Earlier in December 2021, the National Payments Corporation of India (NPCI) enhanced the limit from Rs 2 lakh to Rs 5 lakh for UPI based applications supported by blocked amount (ASBA) in IPOs.
It would increase efficiency, eliminate the need for manual intervention at various stages, and will reduce the time duration from issue closure to listing by up to 3 working days.
Concept:
A company relies on various methods to raise funds like public issues, debentures, financial assistance from banks, etc. to meet its day-to-day business needs and working capital requirements. The sources of funds available to a business in India can be classified as:
- Public Issues-In this process, a company offers a prospectus to invite the general public to purchase its shares by paying the share application money. It is a way of offering convertible shares or securities in the primary market to attract new investors for the subscription.
- Initial Public Offer: For Unlisted Companies-
An unlisted company (A company which is not listed on the stock exchange) announces an initial public offering (IPO) when it decides to raise funds through sale of securities or shares for the first time to the public. In other words, IPO is the selling of securities to the public in the primary market.
After listing on the stock exchange, the company becomes a publicly-traded company and the shares of the firm can be traded freely in the open market
- Offer for Sale-
securities held by the existing shareholders of an unlisted company are offered to the public
- Rights Issue: When a Company makes an Offer to raise capital from its existing shareholders.
- Further Public Offer: For Listed Companies-
When a listed company makes an offer for sale or comes out with a new issue of shares to the public to increase capital, it is known as Further Public Offer.
FPO means a company which is already listed and has complied with the process of an IPO, is going to issue shares to the public.
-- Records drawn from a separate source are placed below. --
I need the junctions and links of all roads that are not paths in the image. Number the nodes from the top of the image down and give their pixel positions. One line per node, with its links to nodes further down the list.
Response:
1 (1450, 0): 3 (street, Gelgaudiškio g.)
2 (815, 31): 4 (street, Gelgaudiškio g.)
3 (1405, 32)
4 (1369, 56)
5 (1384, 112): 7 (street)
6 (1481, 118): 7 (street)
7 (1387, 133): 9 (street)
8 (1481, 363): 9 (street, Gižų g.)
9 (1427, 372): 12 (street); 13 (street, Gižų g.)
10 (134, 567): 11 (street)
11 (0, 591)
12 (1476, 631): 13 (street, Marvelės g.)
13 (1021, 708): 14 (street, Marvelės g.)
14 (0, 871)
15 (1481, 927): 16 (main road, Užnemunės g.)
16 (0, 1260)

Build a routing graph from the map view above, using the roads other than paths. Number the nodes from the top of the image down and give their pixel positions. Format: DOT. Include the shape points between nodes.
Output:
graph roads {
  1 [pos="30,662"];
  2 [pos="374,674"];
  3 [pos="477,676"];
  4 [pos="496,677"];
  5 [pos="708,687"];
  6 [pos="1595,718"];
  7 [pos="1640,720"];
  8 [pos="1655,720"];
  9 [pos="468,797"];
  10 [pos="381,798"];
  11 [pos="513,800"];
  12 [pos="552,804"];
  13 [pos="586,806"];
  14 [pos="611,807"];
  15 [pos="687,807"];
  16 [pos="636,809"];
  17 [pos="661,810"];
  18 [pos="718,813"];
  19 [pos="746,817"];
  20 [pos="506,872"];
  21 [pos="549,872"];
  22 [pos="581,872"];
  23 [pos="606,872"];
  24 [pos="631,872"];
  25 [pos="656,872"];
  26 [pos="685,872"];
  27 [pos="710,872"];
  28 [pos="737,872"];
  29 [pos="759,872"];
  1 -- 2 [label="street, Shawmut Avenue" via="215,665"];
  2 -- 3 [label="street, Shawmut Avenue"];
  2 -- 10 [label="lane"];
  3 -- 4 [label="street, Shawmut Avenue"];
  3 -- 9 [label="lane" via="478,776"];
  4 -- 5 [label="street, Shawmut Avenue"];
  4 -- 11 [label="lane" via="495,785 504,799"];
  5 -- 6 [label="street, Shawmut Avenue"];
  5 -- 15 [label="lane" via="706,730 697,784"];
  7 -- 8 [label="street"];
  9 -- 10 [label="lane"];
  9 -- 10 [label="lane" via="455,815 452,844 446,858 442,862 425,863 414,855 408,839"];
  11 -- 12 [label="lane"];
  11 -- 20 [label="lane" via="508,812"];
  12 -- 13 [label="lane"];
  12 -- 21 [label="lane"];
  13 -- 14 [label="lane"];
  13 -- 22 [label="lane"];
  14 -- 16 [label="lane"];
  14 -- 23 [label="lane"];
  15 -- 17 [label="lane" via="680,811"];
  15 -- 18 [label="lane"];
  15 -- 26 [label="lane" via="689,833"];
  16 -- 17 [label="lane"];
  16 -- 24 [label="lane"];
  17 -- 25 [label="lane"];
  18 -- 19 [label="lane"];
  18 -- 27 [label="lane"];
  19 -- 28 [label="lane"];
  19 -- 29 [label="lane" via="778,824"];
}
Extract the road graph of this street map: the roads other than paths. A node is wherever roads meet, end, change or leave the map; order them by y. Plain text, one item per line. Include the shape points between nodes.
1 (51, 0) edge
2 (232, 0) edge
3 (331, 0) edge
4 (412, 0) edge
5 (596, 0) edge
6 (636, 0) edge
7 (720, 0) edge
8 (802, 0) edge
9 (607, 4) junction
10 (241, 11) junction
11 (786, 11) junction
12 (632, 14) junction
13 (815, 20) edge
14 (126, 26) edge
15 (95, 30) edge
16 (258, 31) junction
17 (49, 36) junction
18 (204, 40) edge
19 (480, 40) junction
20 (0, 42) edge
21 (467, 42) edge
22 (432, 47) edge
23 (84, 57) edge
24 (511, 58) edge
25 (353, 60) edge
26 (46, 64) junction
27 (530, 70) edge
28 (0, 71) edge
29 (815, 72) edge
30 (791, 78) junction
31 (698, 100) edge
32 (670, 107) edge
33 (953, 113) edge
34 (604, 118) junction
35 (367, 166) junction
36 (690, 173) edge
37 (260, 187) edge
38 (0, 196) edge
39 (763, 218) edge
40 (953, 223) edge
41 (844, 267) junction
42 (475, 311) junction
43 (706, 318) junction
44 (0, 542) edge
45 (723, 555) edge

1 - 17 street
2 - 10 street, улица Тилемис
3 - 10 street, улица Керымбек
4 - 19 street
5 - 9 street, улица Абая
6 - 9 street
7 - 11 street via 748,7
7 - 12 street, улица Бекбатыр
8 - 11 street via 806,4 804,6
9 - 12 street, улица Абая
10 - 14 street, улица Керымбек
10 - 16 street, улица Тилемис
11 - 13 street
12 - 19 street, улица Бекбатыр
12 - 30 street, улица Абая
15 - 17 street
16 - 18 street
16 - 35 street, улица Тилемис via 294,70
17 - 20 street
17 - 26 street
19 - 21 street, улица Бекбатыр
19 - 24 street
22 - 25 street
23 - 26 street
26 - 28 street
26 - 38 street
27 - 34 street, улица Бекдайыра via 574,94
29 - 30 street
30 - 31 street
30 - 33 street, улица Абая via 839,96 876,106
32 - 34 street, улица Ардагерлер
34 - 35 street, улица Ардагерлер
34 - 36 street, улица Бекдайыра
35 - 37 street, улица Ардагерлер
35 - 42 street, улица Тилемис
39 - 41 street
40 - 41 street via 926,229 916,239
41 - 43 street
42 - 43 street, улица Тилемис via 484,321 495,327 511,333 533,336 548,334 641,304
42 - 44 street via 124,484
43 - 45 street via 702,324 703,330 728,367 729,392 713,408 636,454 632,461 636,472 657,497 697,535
FPO is not as risky as an Initial Public Offer, as the investors are already aware of the company’s performance and have a fair idea about its growth opportunities.
- Private Placement– a company sells securities directly to a few pre-decided numbers of investors or institutions.
- A preferential Issue-
It is an issue of shares or of convertible securities by listed companies to a select group of persons under Section 81 of the Companies Act, 1956 which is neither a rights issue nor a public issue. This is a faster way for a company to raise equity capital.
- Qualified Institutional Placement –
It enables an Indian-listed firm to raise funds from domestic markets without having to file any pre-issue documents with market regulators. According to the SEBI, companies can only raise money by issuing securities. The Securities and Exchange Board of India (SEBI) enacted this rule to prevent enterprises from relying on foreign financing.
Only institutions or qualified institutional buyers (QIBs) can participate in a QIP issuance, unlike an IPO or an FPO. Mutual funds, domestic financial institutions including banks and insurance firms, venture capital funds, foreign institutional investors, and others are all examples of QIBs.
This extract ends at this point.